Gabriel cogió a Maya de la mano y la sujetó con fuerza.

– No tengas miedo, Maya. Vamos a cruzar juntos.

– Temo que algo salga mal. Podríamos perdernos el uno al otro.

– Siempre estaremos conectados -dijo Gabriel-. Te prometo que, pase lo que pase, estaremos juntos.

Dio unos pasos hacia delante, y Maya vio que el cuerpo de Gabriel atravesaba la pared como si fuera una cascada de agua tras la que hubiera una cueva. Él le tiró de la mano: «Ven conmigo, amor mío». Pero la mano de Maya golpeó contra la dura superficie de la pared y los dedos de Gabriel se le escaparon.

Con un último empujón, los lobos consiguieron echar abajo la barricada y la puerta se abrió. Maya se apartó rápidamente de la mesa de trabajo y se escondió entre dos filas de archivos. Oyó voces que susurraban y pesadas respiraciones. Un verdadero guerrero habría elegido un terreno de combate que le resultara familiar, pero aquellos habían permitido que la furia nublara su juicio.

Contó hasta cinco y se asomó al pasillo contiguo. A unos siete metros de distancia vio a un hombre que blandía un palo con un cuchillo atado en el extremo. La Arlequín se escondió nuevamente y vio que por su pasillo avanzaba otro sujeto armado con una lanza.

Sin pensarlo siquiera, se lanzó contra él con la espada apuntándole a los ojos, entonces hizo un quiebro con las muñecas y arrojó la lanza del hombre. Pisó el arma, levantó la espada y abrió en canal el pecho del lobo.

Antes de que el hombre se desplomara, Maya ya lo había apartado de sus pensamientos. Sacó dos cajones de los archivos y los utilizó como peldaños para subirse encima de los armarios y encajarse en los escasos noventa centímetros de espacio que había entre ellos y el techo. Desde allí observó al otro lobo avanzar con cautela a lo largo del pasillo. El tiempo pareció ralentizarse. Maya tuvo la sensación de estar contemplando la escena a través de los agujeros de una máscara. Cuando el hombre llegó hasta el cadáver de su compañero, ella saltó tras él y le asestó una estocada que le partió la columna. El cuerpo cayó encima del otro, y la sala quedó sumida en el silencio.
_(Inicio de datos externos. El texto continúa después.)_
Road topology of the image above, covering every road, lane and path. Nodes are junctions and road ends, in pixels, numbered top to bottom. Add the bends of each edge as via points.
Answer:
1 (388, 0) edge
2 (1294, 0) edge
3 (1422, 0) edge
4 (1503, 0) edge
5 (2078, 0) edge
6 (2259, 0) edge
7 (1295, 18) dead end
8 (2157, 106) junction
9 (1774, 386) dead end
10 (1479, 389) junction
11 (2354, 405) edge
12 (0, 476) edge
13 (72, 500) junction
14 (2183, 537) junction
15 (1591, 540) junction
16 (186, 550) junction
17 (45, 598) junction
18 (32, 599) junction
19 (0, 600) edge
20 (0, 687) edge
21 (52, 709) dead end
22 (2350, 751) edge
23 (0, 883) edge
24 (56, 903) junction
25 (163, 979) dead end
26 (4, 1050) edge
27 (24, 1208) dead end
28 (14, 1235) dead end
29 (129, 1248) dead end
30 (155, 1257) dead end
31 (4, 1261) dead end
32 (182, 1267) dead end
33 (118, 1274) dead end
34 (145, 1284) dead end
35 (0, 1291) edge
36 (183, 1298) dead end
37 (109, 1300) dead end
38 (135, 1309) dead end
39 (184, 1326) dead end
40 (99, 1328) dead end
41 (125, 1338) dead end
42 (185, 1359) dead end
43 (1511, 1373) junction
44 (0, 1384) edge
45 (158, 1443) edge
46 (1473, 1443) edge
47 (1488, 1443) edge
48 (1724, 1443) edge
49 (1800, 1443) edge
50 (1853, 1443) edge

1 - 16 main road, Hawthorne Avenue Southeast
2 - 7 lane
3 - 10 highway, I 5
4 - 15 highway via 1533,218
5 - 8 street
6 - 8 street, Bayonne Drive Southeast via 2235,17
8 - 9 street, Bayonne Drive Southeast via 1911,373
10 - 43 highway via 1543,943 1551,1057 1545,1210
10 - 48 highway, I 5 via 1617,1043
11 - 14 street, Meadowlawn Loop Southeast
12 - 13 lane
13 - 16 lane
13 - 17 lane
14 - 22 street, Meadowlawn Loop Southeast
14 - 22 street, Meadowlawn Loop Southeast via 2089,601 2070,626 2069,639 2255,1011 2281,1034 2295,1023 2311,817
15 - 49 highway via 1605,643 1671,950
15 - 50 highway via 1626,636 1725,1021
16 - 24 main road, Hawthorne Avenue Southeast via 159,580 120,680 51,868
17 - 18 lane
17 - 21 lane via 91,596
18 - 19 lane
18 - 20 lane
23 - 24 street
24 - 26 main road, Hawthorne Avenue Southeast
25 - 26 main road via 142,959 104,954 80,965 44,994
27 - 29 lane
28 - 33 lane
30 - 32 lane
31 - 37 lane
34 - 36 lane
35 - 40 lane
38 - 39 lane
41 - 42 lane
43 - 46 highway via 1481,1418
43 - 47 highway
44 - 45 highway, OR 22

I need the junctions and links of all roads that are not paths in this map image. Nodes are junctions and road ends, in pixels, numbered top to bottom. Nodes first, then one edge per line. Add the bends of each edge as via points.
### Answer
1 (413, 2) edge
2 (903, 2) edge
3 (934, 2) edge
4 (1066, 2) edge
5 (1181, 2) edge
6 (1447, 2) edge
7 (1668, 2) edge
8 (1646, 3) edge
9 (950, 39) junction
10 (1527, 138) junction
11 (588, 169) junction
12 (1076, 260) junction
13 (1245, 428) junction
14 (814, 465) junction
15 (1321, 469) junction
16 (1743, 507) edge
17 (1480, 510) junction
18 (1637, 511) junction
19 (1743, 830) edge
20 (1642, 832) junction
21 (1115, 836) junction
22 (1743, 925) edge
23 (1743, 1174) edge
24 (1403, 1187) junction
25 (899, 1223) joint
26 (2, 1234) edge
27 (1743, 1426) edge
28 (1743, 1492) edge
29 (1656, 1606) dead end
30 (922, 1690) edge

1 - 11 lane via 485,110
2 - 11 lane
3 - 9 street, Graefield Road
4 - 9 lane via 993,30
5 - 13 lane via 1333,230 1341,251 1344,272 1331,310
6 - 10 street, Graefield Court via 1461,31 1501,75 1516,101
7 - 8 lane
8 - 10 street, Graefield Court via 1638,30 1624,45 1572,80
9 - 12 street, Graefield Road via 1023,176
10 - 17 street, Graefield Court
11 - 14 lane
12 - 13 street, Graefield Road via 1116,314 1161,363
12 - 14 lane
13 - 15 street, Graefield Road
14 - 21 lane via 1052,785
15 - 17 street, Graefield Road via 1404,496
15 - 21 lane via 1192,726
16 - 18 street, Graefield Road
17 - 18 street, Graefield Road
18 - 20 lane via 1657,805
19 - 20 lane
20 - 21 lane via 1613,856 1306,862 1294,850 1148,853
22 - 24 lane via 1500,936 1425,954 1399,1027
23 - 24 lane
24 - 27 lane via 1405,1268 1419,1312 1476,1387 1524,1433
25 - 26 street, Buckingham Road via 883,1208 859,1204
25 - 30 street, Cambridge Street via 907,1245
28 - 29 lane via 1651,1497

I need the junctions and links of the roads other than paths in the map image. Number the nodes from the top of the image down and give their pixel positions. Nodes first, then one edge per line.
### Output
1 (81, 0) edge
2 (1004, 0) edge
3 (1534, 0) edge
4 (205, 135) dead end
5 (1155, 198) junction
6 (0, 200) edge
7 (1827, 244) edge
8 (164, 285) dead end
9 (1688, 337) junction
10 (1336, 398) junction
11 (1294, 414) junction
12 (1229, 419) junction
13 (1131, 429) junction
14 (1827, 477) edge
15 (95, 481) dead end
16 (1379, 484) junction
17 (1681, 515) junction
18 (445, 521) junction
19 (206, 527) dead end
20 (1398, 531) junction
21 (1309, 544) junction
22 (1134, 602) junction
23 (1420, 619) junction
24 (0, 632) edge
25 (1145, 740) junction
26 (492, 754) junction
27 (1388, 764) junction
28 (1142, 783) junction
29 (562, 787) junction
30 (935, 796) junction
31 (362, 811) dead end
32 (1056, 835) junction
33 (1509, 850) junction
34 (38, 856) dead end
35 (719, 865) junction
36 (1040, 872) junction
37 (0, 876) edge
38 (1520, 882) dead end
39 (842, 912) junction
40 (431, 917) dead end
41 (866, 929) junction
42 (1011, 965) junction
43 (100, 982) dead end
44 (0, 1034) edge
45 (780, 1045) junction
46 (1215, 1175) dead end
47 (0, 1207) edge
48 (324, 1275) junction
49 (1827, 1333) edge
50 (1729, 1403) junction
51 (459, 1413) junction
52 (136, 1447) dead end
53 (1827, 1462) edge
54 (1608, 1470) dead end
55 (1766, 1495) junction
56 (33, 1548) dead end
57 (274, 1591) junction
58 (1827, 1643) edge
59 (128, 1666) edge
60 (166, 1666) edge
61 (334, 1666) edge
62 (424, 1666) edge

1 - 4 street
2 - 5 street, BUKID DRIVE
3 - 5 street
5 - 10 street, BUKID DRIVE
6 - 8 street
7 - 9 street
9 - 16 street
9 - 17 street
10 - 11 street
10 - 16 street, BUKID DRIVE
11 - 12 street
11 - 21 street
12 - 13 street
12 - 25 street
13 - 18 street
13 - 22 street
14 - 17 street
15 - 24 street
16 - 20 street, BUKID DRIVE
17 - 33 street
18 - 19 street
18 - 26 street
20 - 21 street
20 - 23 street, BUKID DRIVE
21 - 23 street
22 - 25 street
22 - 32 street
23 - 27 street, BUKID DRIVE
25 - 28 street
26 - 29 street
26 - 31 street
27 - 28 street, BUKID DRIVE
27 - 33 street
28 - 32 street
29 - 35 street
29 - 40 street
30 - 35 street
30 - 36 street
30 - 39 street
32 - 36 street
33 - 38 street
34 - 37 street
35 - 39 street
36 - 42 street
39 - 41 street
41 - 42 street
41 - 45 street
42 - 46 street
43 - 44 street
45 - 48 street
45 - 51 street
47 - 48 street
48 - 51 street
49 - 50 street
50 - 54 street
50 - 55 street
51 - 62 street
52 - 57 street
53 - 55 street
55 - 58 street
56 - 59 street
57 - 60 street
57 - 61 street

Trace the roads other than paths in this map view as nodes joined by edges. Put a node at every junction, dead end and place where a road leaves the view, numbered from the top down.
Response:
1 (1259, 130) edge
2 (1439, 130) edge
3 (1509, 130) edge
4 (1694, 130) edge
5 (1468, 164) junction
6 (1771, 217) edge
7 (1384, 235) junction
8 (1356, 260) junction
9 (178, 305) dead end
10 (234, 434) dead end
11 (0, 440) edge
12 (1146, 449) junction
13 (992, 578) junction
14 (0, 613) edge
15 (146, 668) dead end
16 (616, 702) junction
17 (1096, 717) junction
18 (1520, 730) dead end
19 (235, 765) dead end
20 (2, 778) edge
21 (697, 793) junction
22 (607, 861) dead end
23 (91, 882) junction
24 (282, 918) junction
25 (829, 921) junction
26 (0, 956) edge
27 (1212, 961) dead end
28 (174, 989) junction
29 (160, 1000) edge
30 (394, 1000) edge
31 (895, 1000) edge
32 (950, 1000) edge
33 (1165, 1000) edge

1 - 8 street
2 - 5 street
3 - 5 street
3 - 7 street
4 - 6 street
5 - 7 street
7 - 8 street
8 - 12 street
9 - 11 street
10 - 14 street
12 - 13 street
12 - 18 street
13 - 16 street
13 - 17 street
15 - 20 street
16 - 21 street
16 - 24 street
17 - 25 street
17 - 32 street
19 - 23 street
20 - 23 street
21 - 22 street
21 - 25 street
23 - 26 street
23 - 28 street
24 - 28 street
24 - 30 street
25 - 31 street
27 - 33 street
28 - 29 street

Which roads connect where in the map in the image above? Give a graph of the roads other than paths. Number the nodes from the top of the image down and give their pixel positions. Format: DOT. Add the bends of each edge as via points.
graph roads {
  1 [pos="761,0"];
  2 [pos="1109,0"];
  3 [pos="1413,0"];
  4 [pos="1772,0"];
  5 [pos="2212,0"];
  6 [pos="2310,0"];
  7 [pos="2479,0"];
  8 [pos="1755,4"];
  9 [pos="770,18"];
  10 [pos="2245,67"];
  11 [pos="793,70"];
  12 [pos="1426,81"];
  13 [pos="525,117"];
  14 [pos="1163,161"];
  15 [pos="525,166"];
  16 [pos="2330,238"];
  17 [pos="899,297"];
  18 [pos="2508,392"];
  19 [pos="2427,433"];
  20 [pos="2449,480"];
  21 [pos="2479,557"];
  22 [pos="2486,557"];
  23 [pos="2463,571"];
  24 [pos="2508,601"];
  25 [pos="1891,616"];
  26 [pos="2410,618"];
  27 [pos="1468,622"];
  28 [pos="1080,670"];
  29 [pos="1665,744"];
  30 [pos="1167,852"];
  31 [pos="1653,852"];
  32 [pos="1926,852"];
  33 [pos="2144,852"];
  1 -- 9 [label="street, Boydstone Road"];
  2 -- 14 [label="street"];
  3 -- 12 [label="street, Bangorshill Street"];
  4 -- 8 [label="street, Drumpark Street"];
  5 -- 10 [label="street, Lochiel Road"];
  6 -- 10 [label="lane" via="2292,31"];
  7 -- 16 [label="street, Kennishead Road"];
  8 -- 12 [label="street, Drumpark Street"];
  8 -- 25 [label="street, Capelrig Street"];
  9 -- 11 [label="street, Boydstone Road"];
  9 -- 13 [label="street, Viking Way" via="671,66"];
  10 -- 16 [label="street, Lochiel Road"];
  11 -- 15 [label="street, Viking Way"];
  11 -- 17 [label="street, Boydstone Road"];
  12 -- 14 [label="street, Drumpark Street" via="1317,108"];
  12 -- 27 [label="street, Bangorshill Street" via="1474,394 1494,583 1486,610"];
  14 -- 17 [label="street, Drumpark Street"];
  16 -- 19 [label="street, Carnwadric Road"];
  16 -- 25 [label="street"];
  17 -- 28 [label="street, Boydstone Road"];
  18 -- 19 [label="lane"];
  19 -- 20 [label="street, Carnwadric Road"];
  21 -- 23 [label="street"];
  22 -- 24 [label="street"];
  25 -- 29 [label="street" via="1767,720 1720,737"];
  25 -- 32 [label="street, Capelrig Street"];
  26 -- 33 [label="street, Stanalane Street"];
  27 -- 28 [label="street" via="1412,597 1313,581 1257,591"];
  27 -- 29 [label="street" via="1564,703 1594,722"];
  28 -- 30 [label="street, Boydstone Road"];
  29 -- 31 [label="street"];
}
Maya salió del colegio y caminó hasta una señal de Stop retorcida. A unos cien metros de allí, una enorme llamarada de gas temblaba cerca de una ventana. Maya giró sobre sí misma y examinó su nuevo mundo. Dirigirse hacia la derecha o hacia la izquierda había dejado de tener importancia. Los lobos merodeaban por toda la isla. De vez en cuando encontraría un lugar donde esconderse, pero no sería más que una breve pausa en una interminable batalla.

Dos hombres armados con porras y cuchillos aparecieron al final de la calle.

– ¡Por aquí! -gritaron-. ¡La hemos encontrado!

Segundos más tarde, se les unieron otros tres hombres que rodearon la lengua de fuego y se plantaron ante la luz.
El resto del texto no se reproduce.